> [WORK TO COMPLETE]: Find the line with "Turn all roads". Repeat it and each line after it, exactly, down to the end of the records below.

Stored items
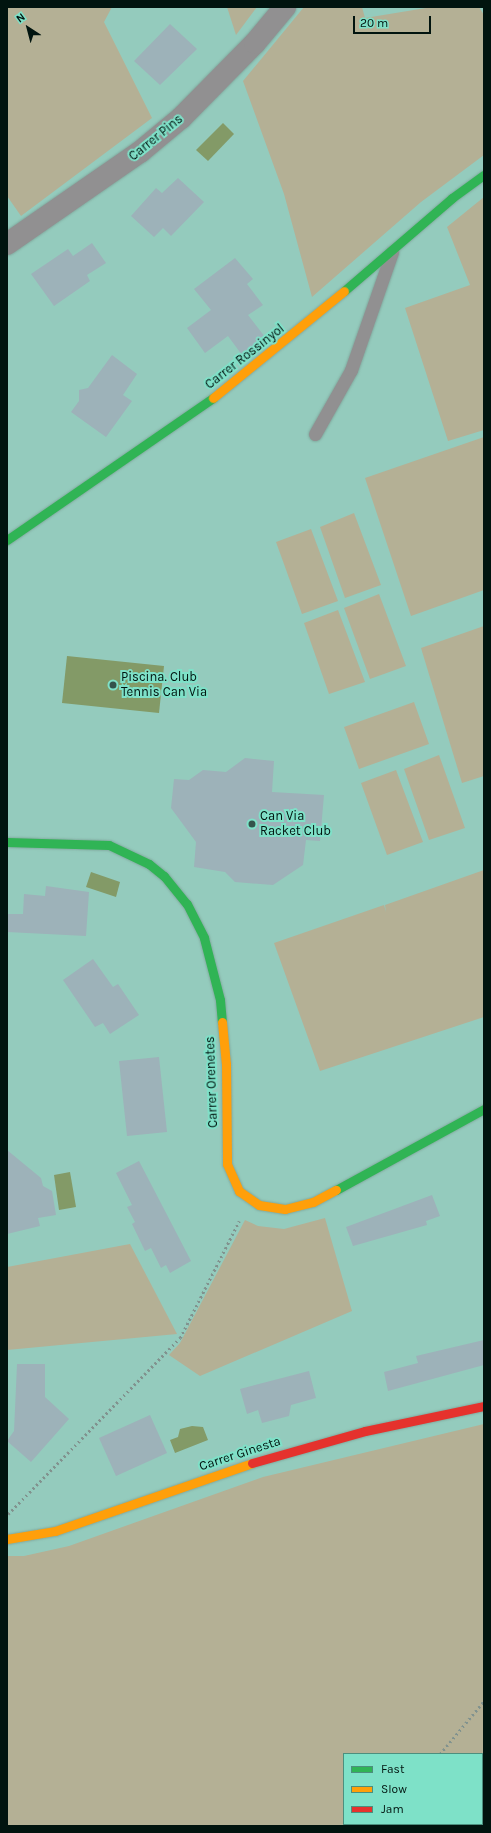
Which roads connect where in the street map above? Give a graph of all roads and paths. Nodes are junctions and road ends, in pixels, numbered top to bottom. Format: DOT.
graph roads {
  1 [pos="285,7"];
  2 [pos="484,175"];
  3 [pos="7,244"];
  4 [pos="392,252"];
  5 [pos="315,434"];
  6 [pos="7,540"];
  7 [pos="7,842"];
  8 [pos="484,1109"];
  9 [pos="240,1219"];
  10 [pos="484,1406"];
  11 [pos="7,1514"];
  12 [pos="7,1539"];
  13 [pos="484,1701"];
  14 [pos="441,1753"];
  1 -- 3 [label="street, Carrer Pins"];
  2 -- 4 [label="street, Carrer Rossinyol"];
  4 -- 5 [label="lane"];
  4 -- 6 [label="street, Carrer Rossinyol"];
  7 -- 8 [label="street, Carrer Orenetes"];
  9 -- 11 [label="path"];
  10 -- 12 [label="street, Carrer Ginesta"];
  13 -- 14 [label="path"];
}
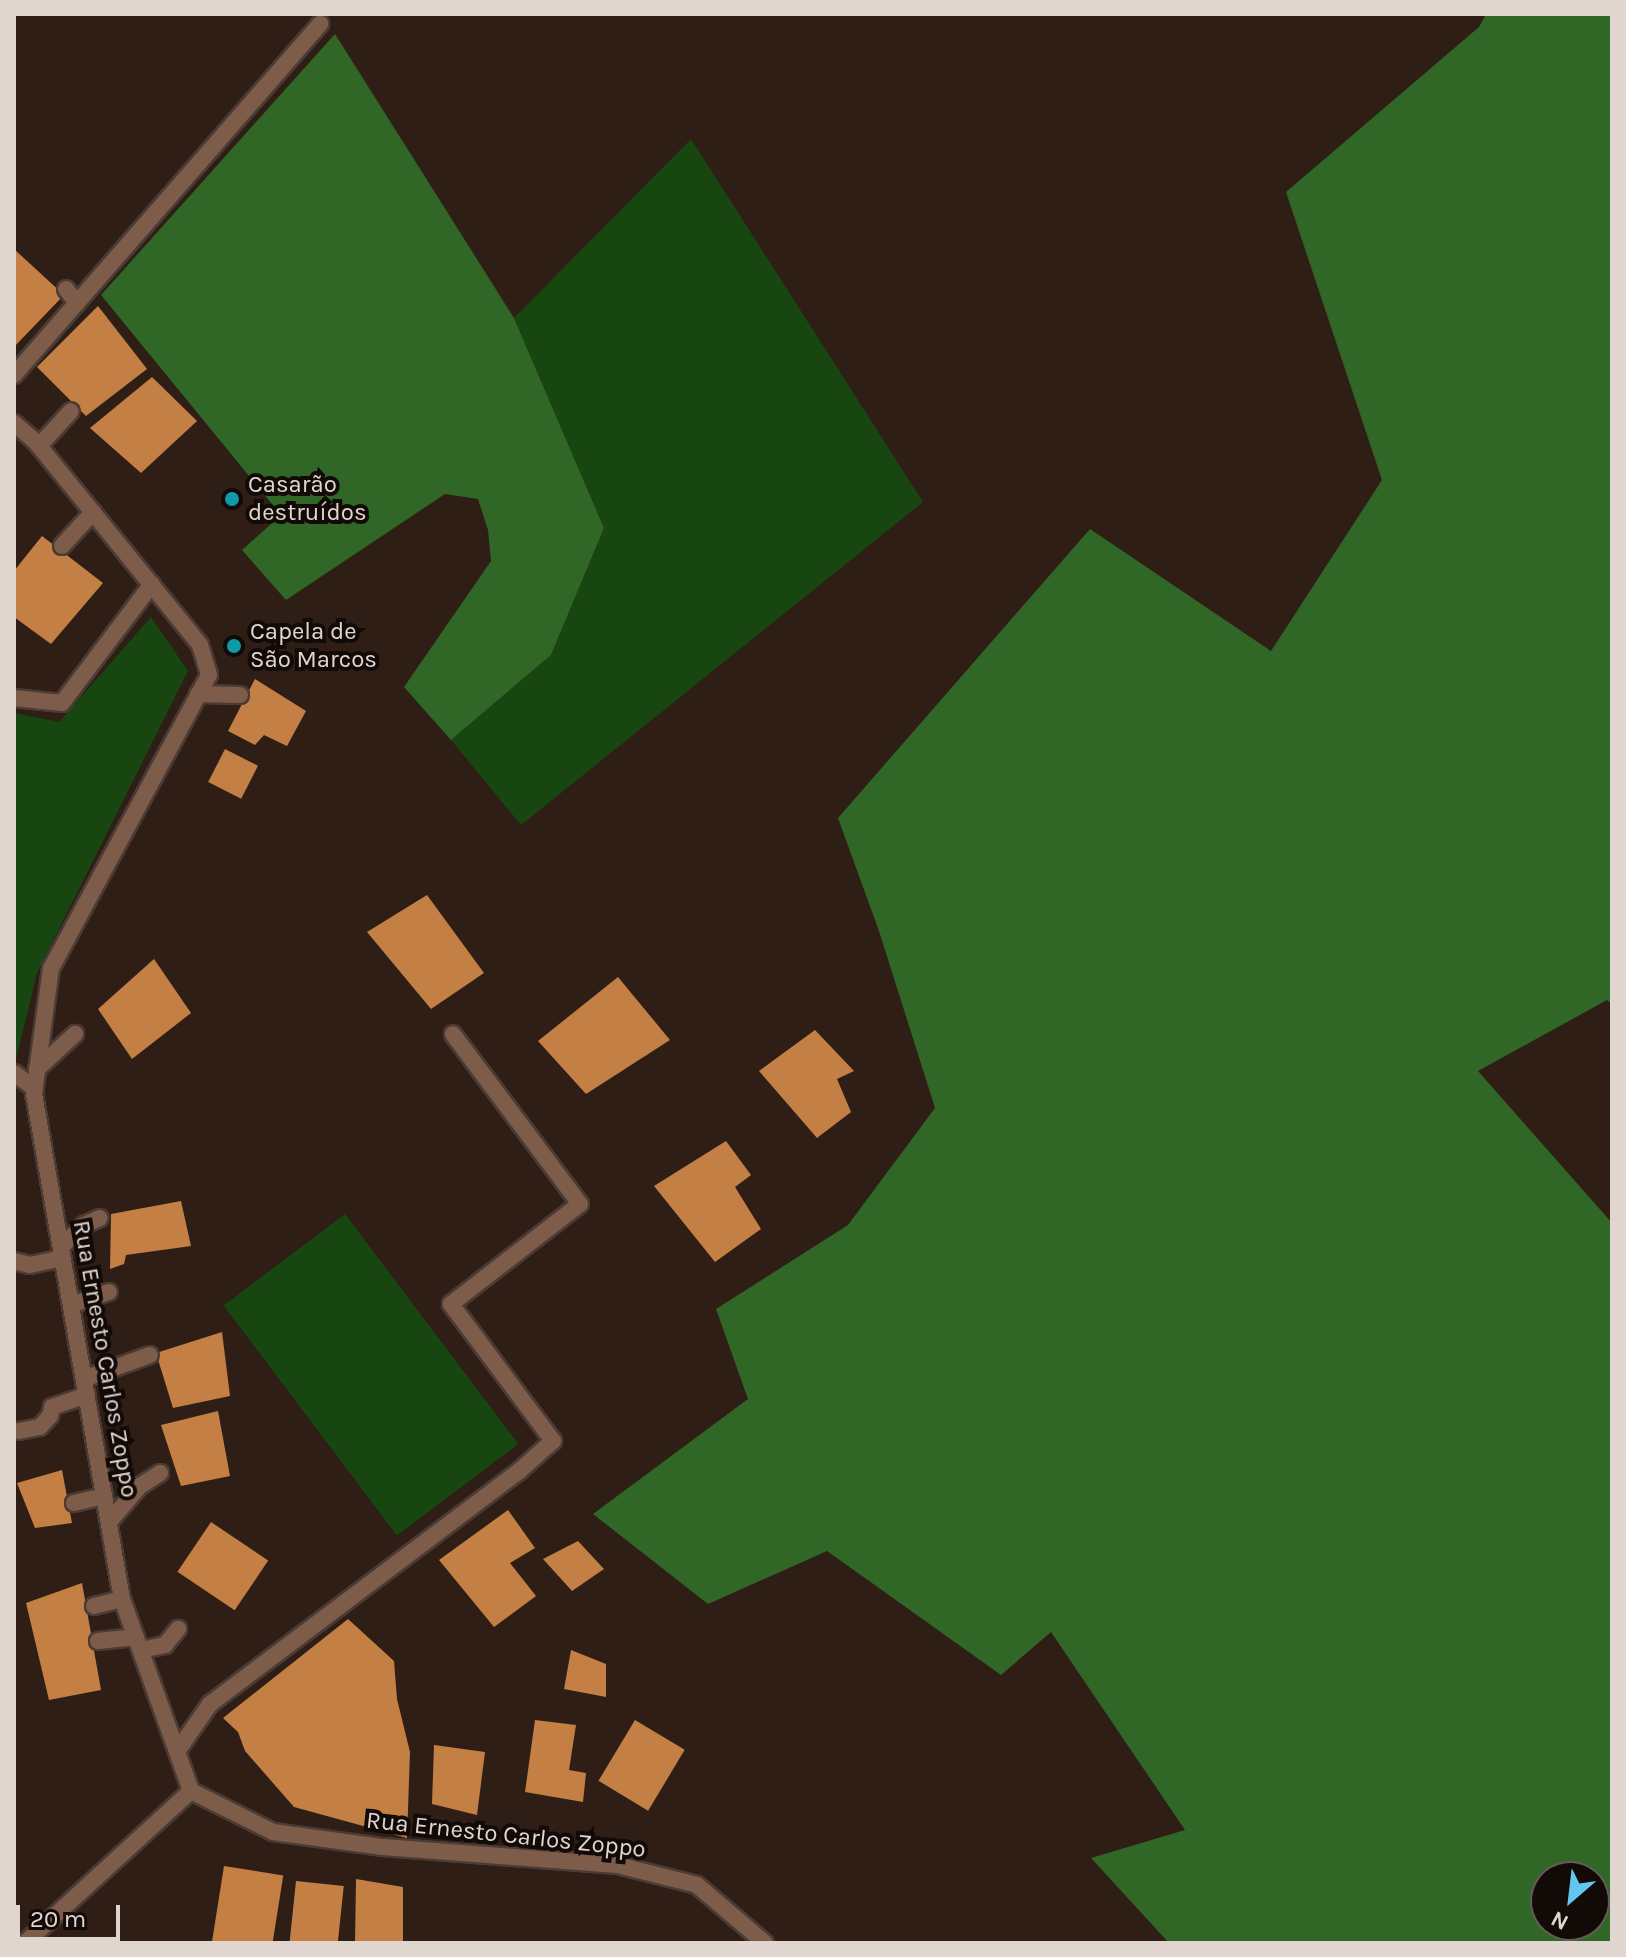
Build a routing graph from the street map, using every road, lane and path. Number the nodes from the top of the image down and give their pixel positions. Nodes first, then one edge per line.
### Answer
1 (320, 24) dead end
2 (66, 289) dead end
3 (77, 303) junction
4 (14, 375) edge
5 (71, 411) dead end
6 (14, 423) edge
7 (39, 446) junction
8 (93, 512) junction
9 (62, 546) dead end
10 (152, 584) junction
11 (198, 694) junction
12 (240, 695) dead end
13 (14, 698) edge
14 (75, 1034) dead end
15 (453, 1034) dead end
16 (37, 1069) junction
17 (14, 1073) edge
18 (35, 1089) junction
19 (100, 1218) dead end
20 (62, 1252) junction
21 (14, 1261) edge
22 (109, 1292) dead end
23 (71, 1305) junction
24 (150, 1355) dead end
25 (85, 1387) junction
26 (19, 1431) dead end
27 (160, 1473) dead end
28 (104, 1496) junction
29 (74, 1503) dead end
30 (109, 1522) junction
31 (122, 1599) junction
32 (94, 1606) dead end
33 (178, 1629) dead end
34 (98, 1641) dead end
35 (138, 1644) junction
36 (178, 1750) junction
37 (191, 1791) junction
38 (25, 1943) edge
39 (765, 1943) edge

1 - 3 street
2 - 3 street
3 - 4 street
5 - 7 street
6 - 7 street, Rua Ernesto Carlos Zoppo
7 - 8 street, Rua Ernesto Carlos Zoppo
8 - 9 street
8 - 10 street, Rua Ernesto Carlos Zoppo
10 - 11 street, Rua Ernesto Carlos Zoppo
10 - 13 street
11 - 12 street
11 - 16 street, Rua Ernesto Carlos Zoppo
14 - 16 street
15 - 36 street
16 - 18 street, Rua Ernesto Carlos Zoppo
17 - 18 street
18 - 20 street, Rua Ernesto Carlos Zoppo
19 - 20 street
20 - 21 street
20 - 23 street, Rua Ernesto Carlos Zoppo
22 - 23 street
23 - 25 street, Rua Ernesto Carlos Zoppo
24 - 25 street
25 - 26 street
25 - 28 street, Rua Ernesto Carlos Zoppo
27 - 30 street
28 - 29 street
28 - 30 street, Rua Ernesto Carlos Zoppo
30 - 31 street, Rua Ernesto Carlos Zoppo
31 - 32 street
31 - 35 street, Rua Ernesto Carlos Zoppo
33 - 35 street
34 - 35 street
35 - 36 street, Rua Ernesto Carlos Zoppo
36 - 37 street, Rua Ernesto Carlos Zoppo
37 - 38 street
37 - 39 street, Rua Ernesto Carlos Zoppo

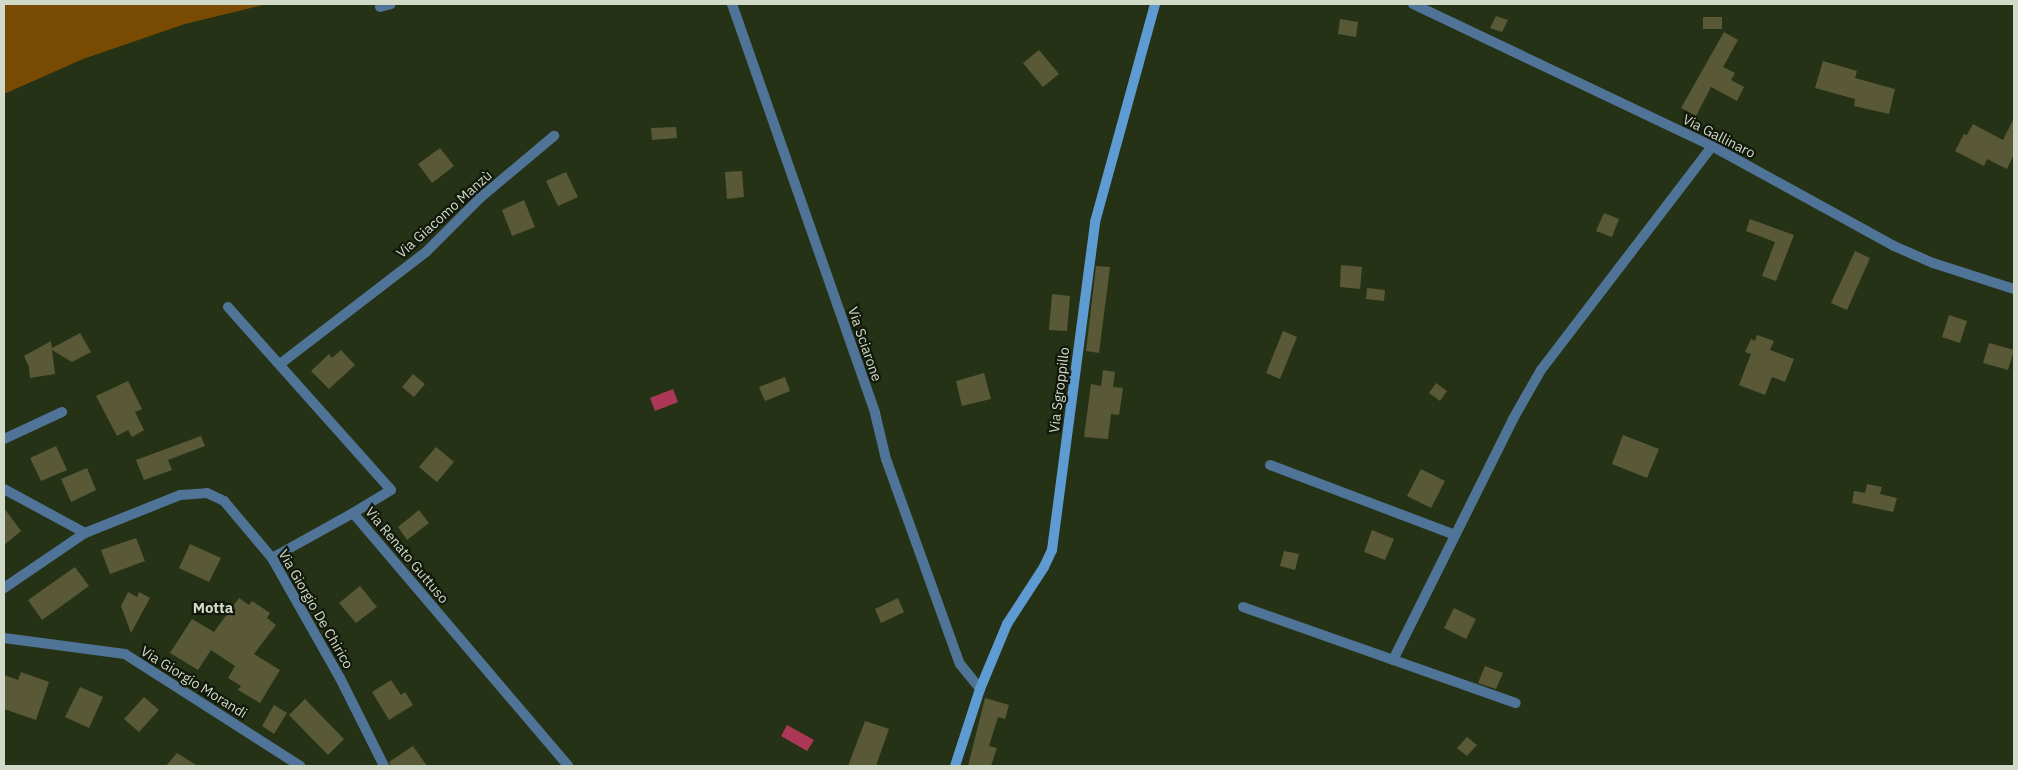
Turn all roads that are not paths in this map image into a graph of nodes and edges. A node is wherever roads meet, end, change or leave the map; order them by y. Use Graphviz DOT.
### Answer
graph roads {
  1 [pos="391,4"];
  2 [pos="732,4"];
  3 [pos="1156,4"];
  4 [pos="1413,4"];
  5 [pos="380,7"];
  6 [pos="554,136"];
  7 [pos="1712,146"];
  8 [pos="2014,289"];
  9 [pos="228,307"];
  10 [pos="280,364"];
  11 [pos="62,412"];
  12 [pos="4,439"];
  13 [pos="1270,465"];
  14 [pos="4,489"];
  15 [pos="353,513"];
  16 [pos="85,533"];
  17 [pos="1455,535"];
  18 [pos="272,558"];
  19 [pos="4,588"];
  20 [pos="1242,607"];
  21 [pos="4,638"];
  22 [pos="1393,660"];
  23 [pos="980,690"];
  24 [pos="1516,703"];
  25 [pos="300,766"];
  26 [pos="384,766"];
  27 [pos="568,766"];
  28 [pos="956,766"];
  1 -- 5 [label="street"];
  2 -- 23 [label="street, Via Sciarone"];
  3 -- 23 [label="main road, Via Sgroppillo"];
  4 -- 7 [label="street, Via Gallinaro"];
  6 -- 10 [label="street, Via Giacomo Manzù"];
  7 -- 8 [label="street, Via Gallinaro"];
  7 -- 17 [label="street"];
  9 -- 10 [label="street, Via Renato Guttuso"];
  10 -- 15 [label="street, Via Renato Guttuso"];
  11 -- 12 [label="street"];
  13 -- 17 [label="street"];
  14 -- 16 [label="street"];
  15 -- 18 [label="street"];
  15 -- 27 [label="street, Via Renato Guttuso"];
  16 -- 18 [label="street, Via Giorgio De Chirico"];
  16 -- 19 [label="street"];
  17 -- 22 [label="street"];
  18 -- 26 [label="street, Via Giorgio De Chirico"];
  20 -- 22 [label="street"];
  21 -- 25 [label="street, Via Giorgio Morandi"];
  22 -- 24 [label="street"];
  23 -- 28 [label="main road, Via Sgroppillo"];
}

> [SOLUTION FOR THIS PROBLEM]:
Turn all roads that are not paths in this map image into a graph of nodes and edges. A node is wherever roads meet, end, change or leave the map; order them by y. Use Graphviz DOT.
### Answer
graph roads {
  1 [pos="391,4"];
  2 [pos="732,4"];
  3 [pos="1156,4"];
  4 [pos="1413,4"];
  5 [pos="380,7"];
  6 [pos="554,136"];
  7 [pos="1712,146"];
  8 [pos="2014,289"];
  9 [pos="228,307"];
  10 [pos="280,364"];
  11 [pos="62,412"];
  12 [pos="4,439"];
  13 [pos="1270,465"];
  14 [pos="4,489"];
  15 [pos="353,513"];
  16 [pos="85,533"];
  17 [pos="1455,535"];
  18 [pos="272,558"];
  19 [pos="4,588"];
  20 [pos="1242,607"];
  21 [pos="4,638"];
  22 [pos="1393,660"];
  23 [pos="980,690"];
  24 [pos="1516,703"];
  25 [pos="300,766"];
  26 [pos="384,766"];
  27 [pos="568,766"];
  28 [pos="956,766"];
  1 -- 5 [label="street"];
  2 -- 23 [label="street, Via Sciarone"];
  3 -- 23 [label="main road, Via Sgroppillo"];
  4 -- 7 [label="street, Via Gallinaro"];
  6 -- 10 [label="street, Via Giacomo Manzù"];
  7 -- 8 [label="street, Via Gallinaro"];
  7 -- 17 [label="street"];
  9 -- 10 [label="street, Via Renato Guttuso"];
  10 -- 15 [label="street, Via Renato Guttuso"];
  11 -- 12 [label="street"];
  13 -- 17 [label="street"];
  14 -- 16 [label="street"];
  15 -- 18 [label="street"];
  15 -- 27 [label="street, Via Renato Guttuso"];
  16 -- 18 [label="street, Via Giorgio De Chirico"];
  16 -- 19 [label="street"];
  17 -- 22 [label="street"];
  18 -- 26 [label="street, Via Giorgio De Chirico"];
  20 -- 22 [label="street"];
  21 -- 25 [label="street, Via Giorgio Morandi"];
  22 -- 24 [label="street"];
  23 -- 28 [label="main road, Via Sgroppillo"];
}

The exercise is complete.